TASK OBJECTIVE:
What you return must match the records below exactly, apart from the omitted pictures.

INPUT:
Segment Open

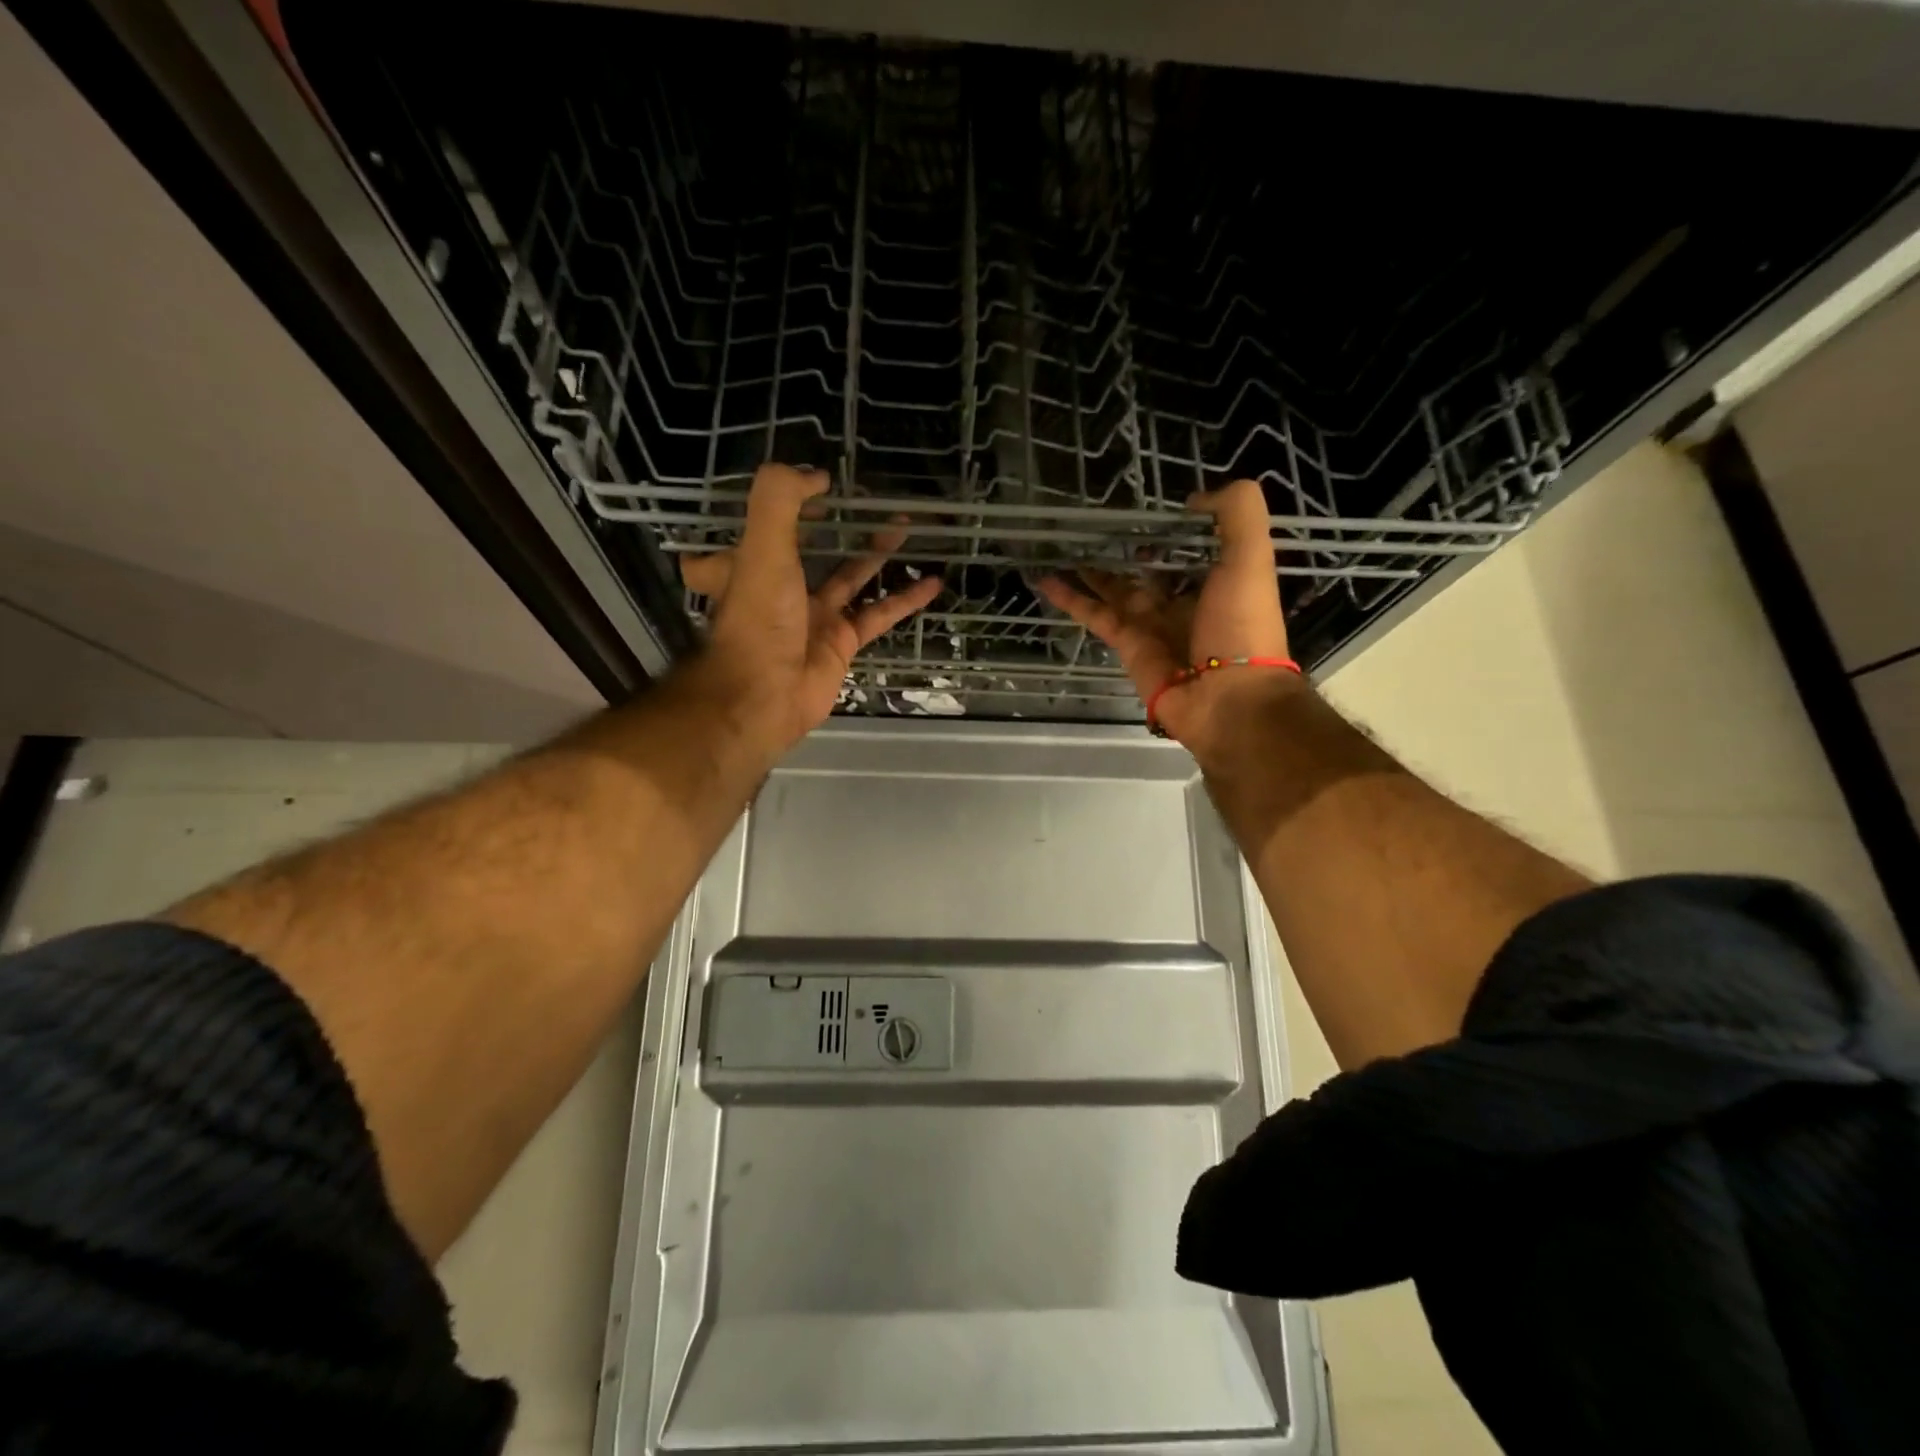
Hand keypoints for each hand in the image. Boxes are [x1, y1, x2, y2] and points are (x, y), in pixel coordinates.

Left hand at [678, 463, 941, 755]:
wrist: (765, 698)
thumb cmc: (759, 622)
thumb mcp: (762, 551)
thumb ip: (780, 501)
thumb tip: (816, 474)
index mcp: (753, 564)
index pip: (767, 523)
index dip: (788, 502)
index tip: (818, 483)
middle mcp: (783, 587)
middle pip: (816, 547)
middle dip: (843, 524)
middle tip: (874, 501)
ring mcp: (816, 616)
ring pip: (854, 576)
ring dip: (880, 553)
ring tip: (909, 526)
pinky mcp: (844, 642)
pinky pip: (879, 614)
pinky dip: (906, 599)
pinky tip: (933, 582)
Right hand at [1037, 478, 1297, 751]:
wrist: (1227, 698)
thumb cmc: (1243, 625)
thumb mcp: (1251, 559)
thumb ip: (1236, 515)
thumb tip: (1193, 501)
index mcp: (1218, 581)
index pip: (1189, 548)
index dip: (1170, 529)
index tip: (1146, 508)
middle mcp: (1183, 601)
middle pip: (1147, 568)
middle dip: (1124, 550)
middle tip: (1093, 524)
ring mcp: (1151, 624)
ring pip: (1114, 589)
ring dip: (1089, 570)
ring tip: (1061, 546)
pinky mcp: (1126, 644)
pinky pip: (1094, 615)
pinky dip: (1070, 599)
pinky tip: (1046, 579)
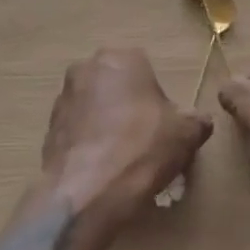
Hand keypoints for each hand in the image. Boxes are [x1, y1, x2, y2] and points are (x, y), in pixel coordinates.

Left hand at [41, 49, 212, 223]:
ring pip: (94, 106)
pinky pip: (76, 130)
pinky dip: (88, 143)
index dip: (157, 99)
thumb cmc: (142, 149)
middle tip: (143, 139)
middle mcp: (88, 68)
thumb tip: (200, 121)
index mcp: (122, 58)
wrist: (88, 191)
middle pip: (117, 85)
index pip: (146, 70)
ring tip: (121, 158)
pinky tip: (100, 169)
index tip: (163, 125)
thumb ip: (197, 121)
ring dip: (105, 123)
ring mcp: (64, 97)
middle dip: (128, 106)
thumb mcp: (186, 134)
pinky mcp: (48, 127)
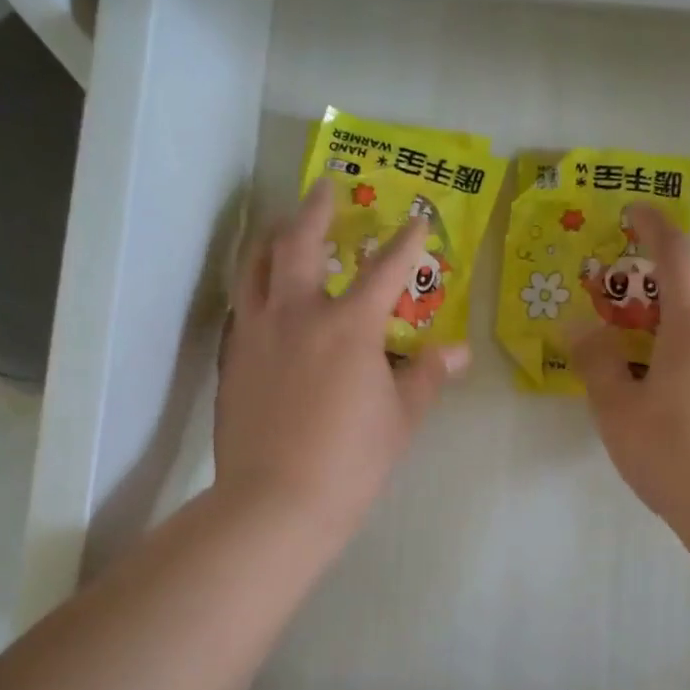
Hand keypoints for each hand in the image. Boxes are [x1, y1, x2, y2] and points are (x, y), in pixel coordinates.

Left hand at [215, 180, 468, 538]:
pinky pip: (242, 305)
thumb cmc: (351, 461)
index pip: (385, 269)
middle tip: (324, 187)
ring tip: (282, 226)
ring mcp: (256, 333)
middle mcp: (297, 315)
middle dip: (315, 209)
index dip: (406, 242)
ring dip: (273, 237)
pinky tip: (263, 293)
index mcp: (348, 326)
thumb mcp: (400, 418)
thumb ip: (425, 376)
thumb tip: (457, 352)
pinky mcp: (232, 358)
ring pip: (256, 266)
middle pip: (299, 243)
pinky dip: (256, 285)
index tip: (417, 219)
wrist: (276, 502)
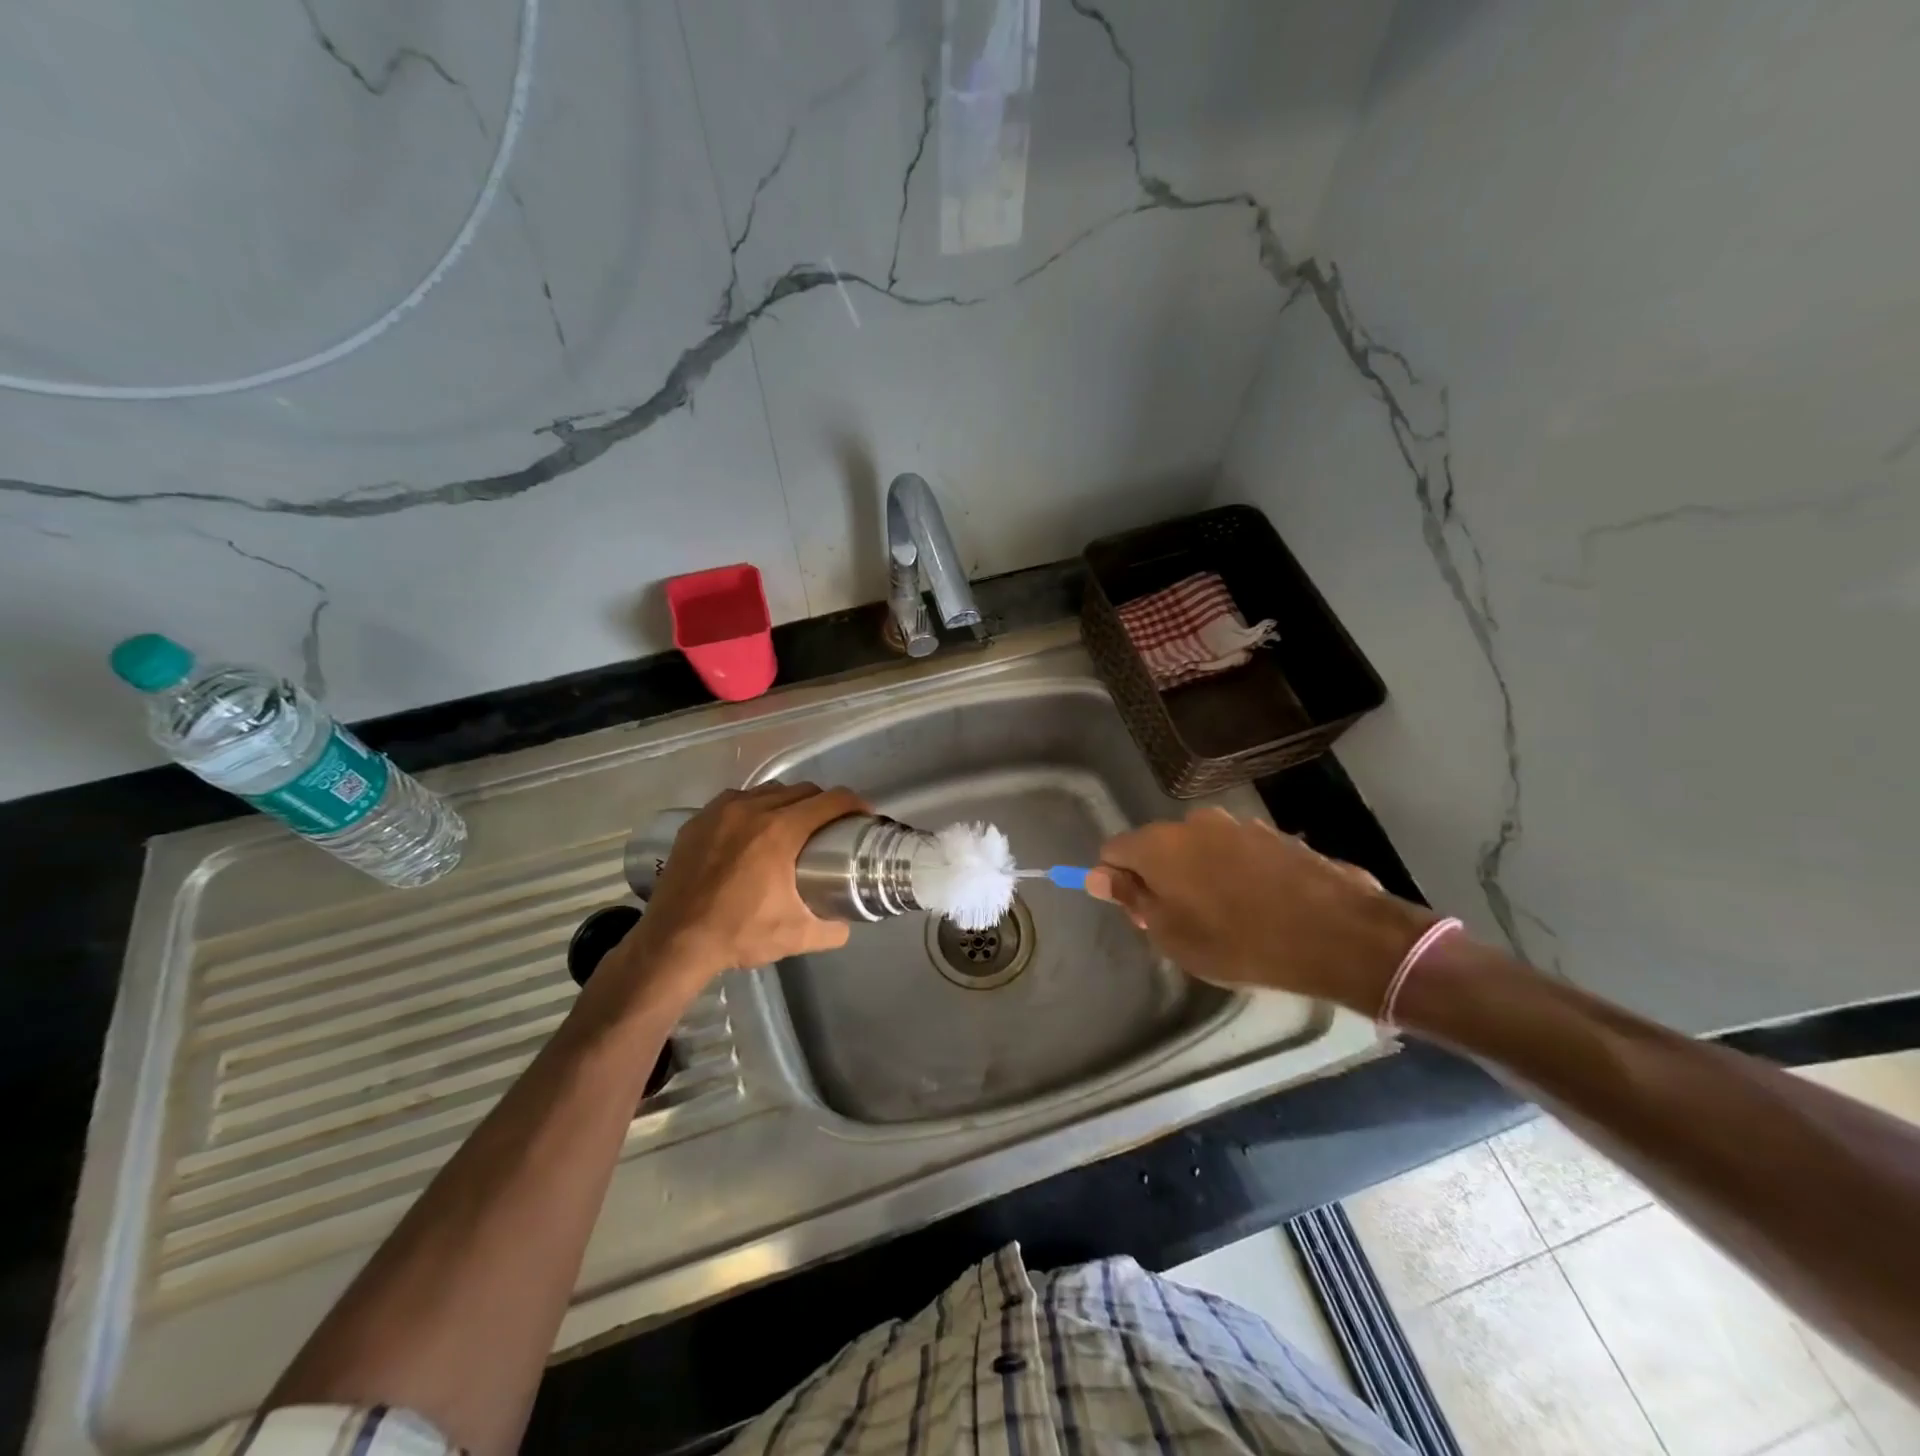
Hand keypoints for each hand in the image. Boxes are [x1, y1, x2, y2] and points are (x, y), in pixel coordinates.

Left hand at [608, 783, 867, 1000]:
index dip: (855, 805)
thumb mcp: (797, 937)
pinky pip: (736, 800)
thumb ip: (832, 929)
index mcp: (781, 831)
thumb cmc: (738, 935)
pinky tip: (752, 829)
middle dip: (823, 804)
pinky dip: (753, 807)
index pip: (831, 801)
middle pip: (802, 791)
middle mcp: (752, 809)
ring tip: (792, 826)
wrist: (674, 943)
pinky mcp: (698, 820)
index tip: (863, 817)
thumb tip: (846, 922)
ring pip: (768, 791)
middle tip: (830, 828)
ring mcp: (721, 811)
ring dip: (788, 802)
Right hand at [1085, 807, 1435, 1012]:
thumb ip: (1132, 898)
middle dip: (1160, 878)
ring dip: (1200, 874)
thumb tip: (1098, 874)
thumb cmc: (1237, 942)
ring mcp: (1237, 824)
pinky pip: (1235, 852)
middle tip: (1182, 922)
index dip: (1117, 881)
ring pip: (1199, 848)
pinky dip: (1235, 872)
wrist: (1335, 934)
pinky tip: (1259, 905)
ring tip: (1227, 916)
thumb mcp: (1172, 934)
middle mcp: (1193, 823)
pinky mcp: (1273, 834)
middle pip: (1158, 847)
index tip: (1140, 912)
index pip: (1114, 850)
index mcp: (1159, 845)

Segment Closed

EXPECTED ANSWER:
Hand keypoints for each hand in the image. Boxes are [x1, y1, x2, y2] and points are (x, y), in pixel coordinates.

Left hand at [678, 463, 941, 755]:
wrist: (765, 698)
thumb cmc: (759, 622)
thumb mcp: (762, 551)
thumb ip: (780, 501)
thumb tip: (816, 474)
index mcp: (753, 564)
index pip: (767, 523)
index dip: (788, 502)
index tip: (818, 483)
middle mcp: (783, 587)
middle pip: (816, 547)
middle dip: (843, 524)
middle tip: (874, 501)
ring mcp: (816, 616)
ring pip: (854, 576)
ring dip: (880, 553)
ring tip: (909, 526)
pinky mcp: (844, 642)
pinky pip: (879, 614)
pinky dip: (906, 599)
pinky tip: (933, 582)
Right hand at [1037, 478, 1297, 751]:
wrist: (1227, 698)
thumb cmc: (1243, 625)
thumb mcp: (1251, 559)
thumb ip: (1236, 515)
thumb tip: (1193, 501)
index mcp: (1218, 581)
index pip: (1189, 548)
index dip: (1170, 529)
index tip: (1146, 508)
middle mcp: (1183, 601)
middle pip: (1147, 568)
middle dip: (1124, 550)
middle tip: (1093, 524)
ring mcp: (1151, 624)
ring pip: (1114, 589)
ring dip: (1089, 570)
ring tip: (1061, 546)
pinky mcp: (1126, 644)
pinky pip: (1094, 615)
pinky dip: (1070, 599)
pinky tip: (1046, 579)
Hand keypoints for each hand in the image. Boxes are [x1, y1, x2, y2] and points are (x, y), in pixel coordinates.

Left hand at [41, 49, 212, 223]:
ring pip: (94, 106)
pinky pip: (76, 130)
pinky dip: (88, 143)
index dip: (157, 99)
thumb cmc: (142, 149)
middle tip: (143, 139)
middle mcp: (88, 68)
thumb tip: (200, 121)
index mcp: (122, 58)
wrist: (88, 191)
middle pip: (117, 85)
index pip: (146, 70)
ring tip: (121, 158)
pinky tip: (100, 169)
index tip: (163, 125)
thumb ip: (197, 121)
ring dip: (105, 123)
ring mcp: (64, 97)
middle dip: (128, 106)
thumb mcp: (186, 134)
pinky mcp: (48, 127)
Hand keypoints for each hand in the image. Boxes are [x1, y1, x2, y2] and points are (x, y), in pixel coordinates.

Left hand at [215, 180, 468, 538]:
pinky pip: (242, 305)
thumb cmc: (351, 461)
index pip: (385, 269)
middle tip: (324, 187)
ring tip: (282, 226)
ring mcp: (256, 333)
middle mcp: (297, 315)
middle dip: (315, 209)
index dip: (406, 242)
ring dip: (273, 237)
pinky tip: (263, 293)
index mcp: (348, 326)
thumb mcp: (400, 418)
thumb ip: (425, 376)
thumb tip: (457, 352)
pinky mcp: (232, 358)
ring pip: (256, 266)
middle pip: (299, 243)
pinky dip: (256, 285)
index tip: (417, 219)
wrist: (276, 502)
Hand keypoints for each hand in the image. Boxes are [x1, y1, x2, y2] and points are (x, y), in pixel coordinates.

Left hand at [608, 783, 867, 1000]:
index dip: (855, 805)
thumb mcp: (797, 937)
pinky pip: (736, 800)
thumb ip: (832, 929)
index mcp: (781, 831)
thumb cmc: (738, 935)
pinky tip: (752, 829)
middle dip: (823, 804)
pinky dip: (753, 807)
index pip: (831, 801)
middle pip: (802, 791)
middle mcp: (752, 809)
ring tip: (792, 826)
wrist: (674, 943)
pinky mcp: (698, 820)
index tip: (863, 817)
thumb tip: (846, 922)
ring pip: (768, 791)
middle tip: (830, 828)
ring mcp: (721, 811)
ring dip: (788, 802)
Right hand at [1085, 807, 1435, 1012]:
thumb ip: (1132, 898)
middle dip: (1160, 878)
ring dip: (1200, 874)
thumb tip: (1098, 874)
thumb cmc: (1237, 942)
ring mcp: (1237, 824)
pinky pip: (1235, 852)
middle tip: (1182, 922)
index dip: (1117, 881)
ring pip: (1199, 848)
pinky dip: (1235, 872)
wrist: (1335, 934)
pinky tip: (1259, 905)
ring tip: (1227, 916)
thumb mcp: (1172, 934)
middle mcp: (1193, 823)
pinky mcp: (1273, 834)
middle pip: (1158, 847)
index tip: (1140, 912)
index pip: (1114, 850)
index mcp: (1159, 845)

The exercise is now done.